La Guerra del Rif dio comienzo en 1911 tras la entrega a España, por parte del gobierno francés, de la zona norte de Marruecos. La colonia norafricana se dividiría de esta manera en dos protectorados: el norte, en manos españolas; y el sur, de dominio francés. El Reino de España se enredaba así en una guerra que duraría 16 años, movido más por sus intereses patrióticos que económicos, pues la región norte de Marruecos no se caracterizaba por su riqueza. La Guerra del Rif pasaría al imaginario colectivo por su carácter sangriento al llegar a contabilizar hasta 12 000 soldados muertos en menos de una semana durante lo que se conoció como el Desastre de Annual. Como en todo conflicto bélico, fue la base social, que tenía poco que ganar y mucho que perder, la que pagó las consecuencias de las decisiones imperialistas del rey y las oligarquías del país. Hay que recordar que, desde 1912, existía en España un servicio de cuotas por el cual las clases adineradas podían librarse del servicio militar en África a cambio de una cantidad de dinero.
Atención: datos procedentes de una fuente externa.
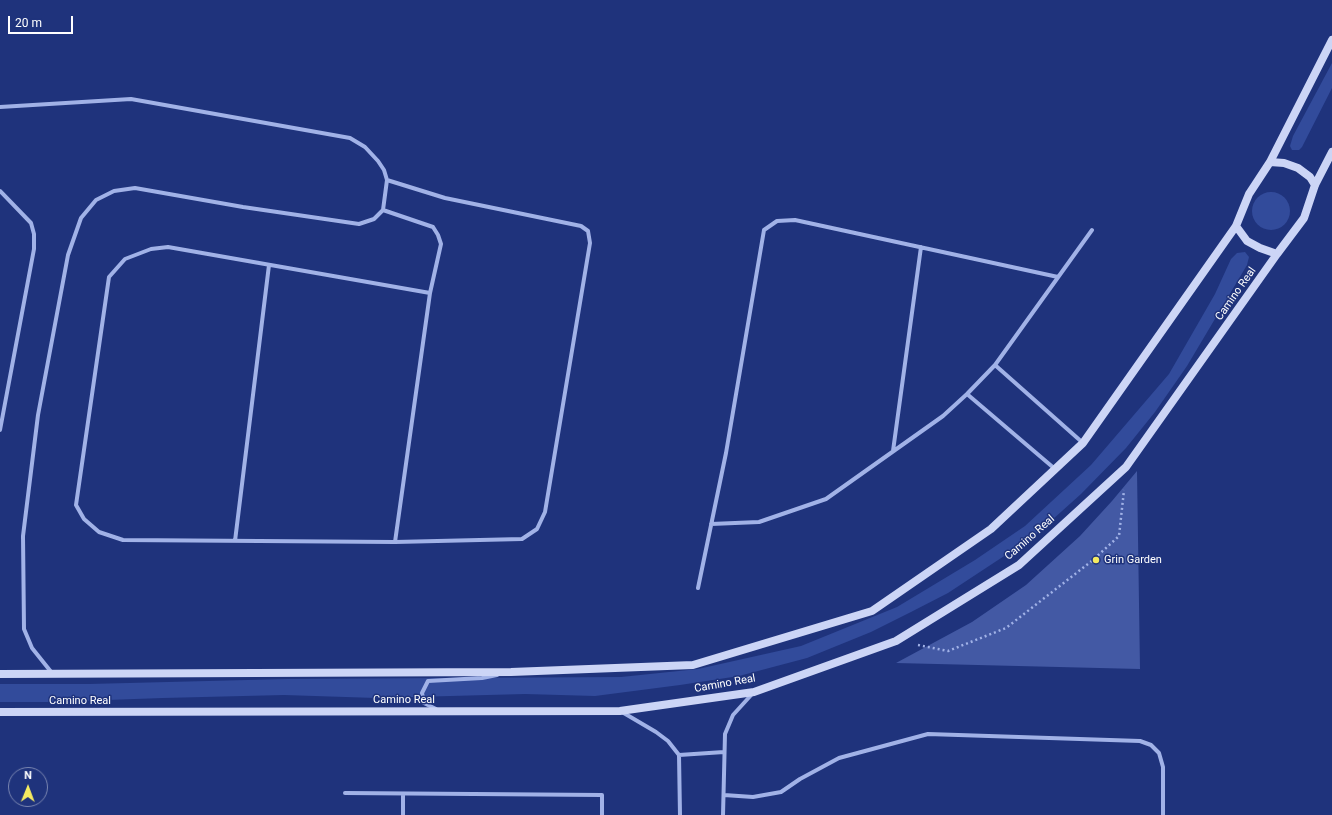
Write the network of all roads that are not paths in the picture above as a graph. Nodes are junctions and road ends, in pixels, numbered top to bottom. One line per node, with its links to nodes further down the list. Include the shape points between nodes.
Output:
1 (1332, 40): 4 (main road)
2 (0, 107): 5 (street, via 131,99 350,138 365,147 378,161)
3 (1332, 152): 6 (main road, Camino Real)
4 (1270, 162): 6 (main road, via 1298,168 1310,177); 9 (main road, via 1248,194)
5 (387, 180): 8 (street); 24 (street, via 445,198 582,226 588,231 590,243 545,512 537,529 522,540)
6 (1315, 185): 12 (main road, Camino Real, via 1304,218)
7 (0, 191): 18 (street, via 31,223 34,234 34,249)
8 (383, 210): 15 (street, via 433,227 438,235 440,244); 27 (street, via 374,219 359,224 135,188 114,191 96,200 81,218 68,255 38,415 23,536 24,629 32,648)
9 (1236, 226): 12 (main road, via 1247,241); 19 (main road)
10 (1092, 230): 14 (street)
11 (921, 247): 14 (street); 20 (street); 22 (street, via 795,220 777,220 764,230 726,453)
12 (1277, 254): 29 (main road, Camino Real, via 1126,467 1018,565 896,641)
13 (269, 265): 15 (street); 23 (street); 23 (street, via 168,246 151,249 125,259 109,277 76,505 84,519 99,532 123,540)
14 (1058, 277): 16 (street)
15 (430, 293): 24 (street)
16 (995, 365): 17 (street); 19 (street)
17 (967, 394): 20 (street, via 943,416); 21 (street)
18 (0, 430)
19 (1083, 443): 21 (main road)
20 (893, 451): 22 (street, via 826,499 759,522)
21 (1055, 470): 26 (main road, via 991,529 872,611 692,665)
22 (711, 524): 25 (street)
23 (235, 541): 24 (street)
24 (395, 542)
25 (698, 588)
26 (512, 672): 27 (main road); 30 (street, via 482,678 428,681 422,693 424,703)
27 (52, 673): 28 (main road)
28 (0, 674)
29 (754, 692): 31 (main road, Camino Real); 33 (street, via 733,716 726,734)
30 (439, 711): 31 (main road, Camino Real); 32 (main road, Camino Real)
31 (620, 711): 34 (street, via 656,732 668,741)
32 (0, 712)
33 (724, 752): 34 (street); 37 (street)
34 (679, 755): 40 (street)
35 (345, 793): 36 (street)
36 (403, 794): 38 (street); 39 (street, via 602,795)
37 (724, 795): 41 (street); 42 (street, via 753,797 781,792 839,758 928,734 1140,741 1151,745 1159,753 1163,767)
38 (403, 815)
39 (602, 815)
40 (680, 815)
41 (723, 815)
42 (1164, 815)

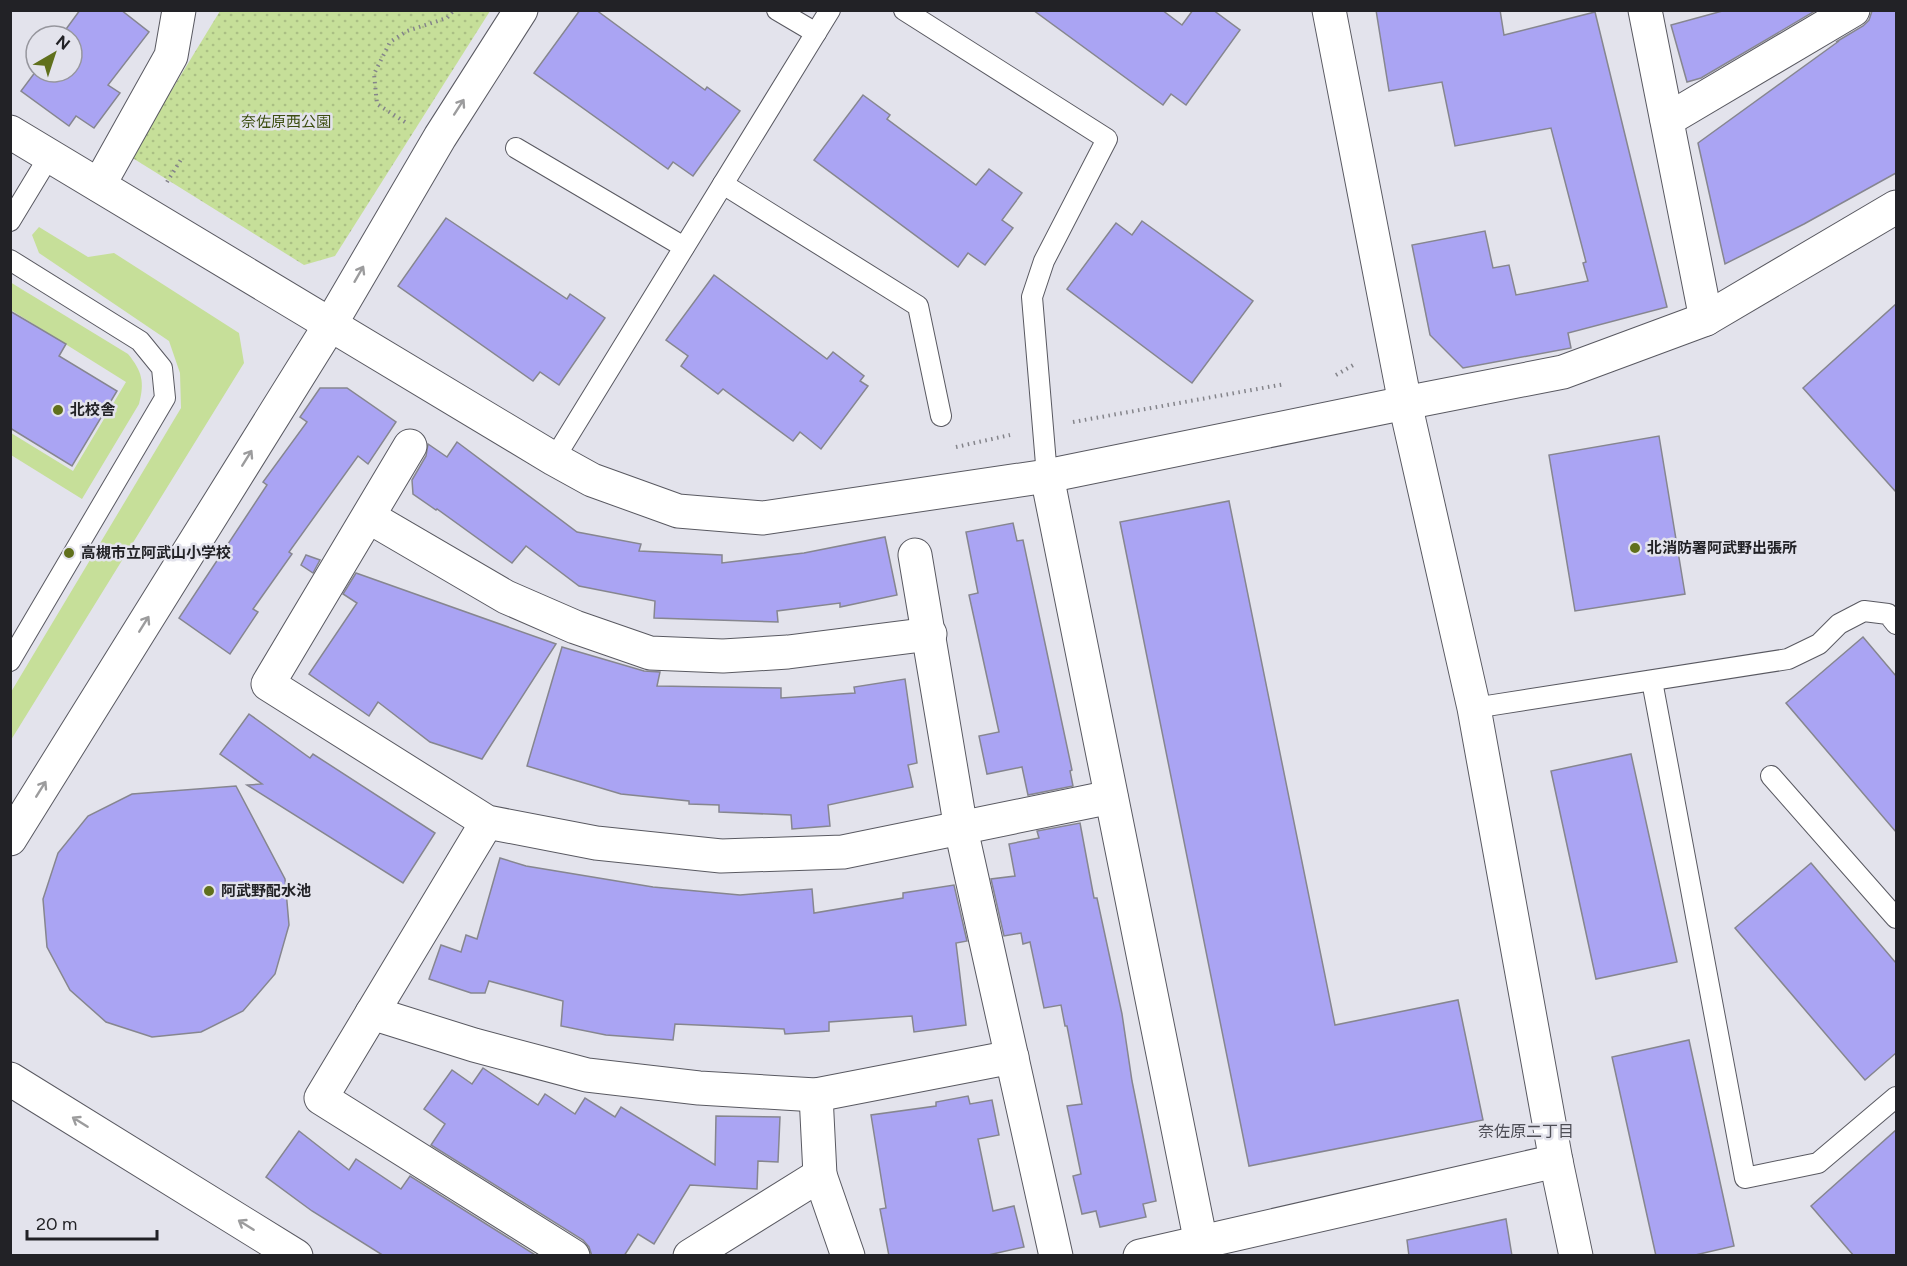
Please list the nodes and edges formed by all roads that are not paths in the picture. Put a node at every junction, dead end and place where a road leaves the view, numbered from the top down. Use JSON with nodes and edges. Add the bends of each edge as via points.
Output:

Además, aquel que dispusiese del dinero suficiente podía comprarse un sustituto que lo remplazase en quintas, llegando a tal punto el negocio que “agentes matriculados para substituciones-permutas”[1] publicaban anuncios en la prensa local con el fin de gestionar este tipo de trámites. Las clases populares sufrían así las penurias de la guerra y dejaban multitud de referencias en la cultura popular. Por ejemplo, en la copla conocida como “Melilla ya no es Melilla” se dice:

Melilla ya no es Melilla.
Melilla es un matadero
donde llevan a los hombres
a morir como corderos.

Mientras que en otra canción de quintos se reza:

Si te toca te jodes
que te tienes que ir
que tu madre no tiene
para librarte a ti.

Aquel que haya leído alguna novela de Sender sabrá que era capaz de entrar en el corazón del hombre, fotografiarlo y más tarde describirnos dicha fotografía de tal modo que nos diese la sensación de tenerla delante, a veces incluso de estar viviendo la experiencia de este dibujado corazón. Tampoco se le pasará por alto a cualquier lector de su obra la tremenda responsabilidad social y el compromiso del autor con los parias (que llegó a costarle la cárcel durante la dictadura de Primo de Rivera, allá por 1927). Fue 3 años más tarde, y una vez ya fuera de la cárcel, cuando Sender pudo publicar Iman, su primera novela, de la cual se dice que es la novela que mejor describe la Guerra del Rif. Iman es una novela dura, que sirviéndose tanto de los pensamientos y discusiones de los soldados como de descripciones del campo de batalla y de lo que sobre él queda una vez acabado el combate, relata los dolores de la guerra, el sinsentido de la guerra, la soledad de la guerra, las injusticias de la guerra, el odio que de ella nace y los despojos humanos que devuelve una vez finalizado el conflicto. Ante esta idea de la guerra, Iman nos plantea “la patria” como contraposición, como teatro irreal y ridículo en el cual los poderosos, desde sus sillones y cargados de medallas, se regodean de luchar y ganar (o perder) guerras. Así, Sender escribe:

Es la guerra. Esto es la guerra. La banderita en el mástil de la escuela, la “Marcha Real”, la historia, la defensa nacional, el discurso del diputado y la zarzuela de éxito. Todo aquello, rodeado de condecoraciones, trae esto. Si aquello es la patria, esto es la guerra: un hombre huyendo entre cadáveres mutilados, profanados, los pies destrozados por las piedras y la cabeza por las balas.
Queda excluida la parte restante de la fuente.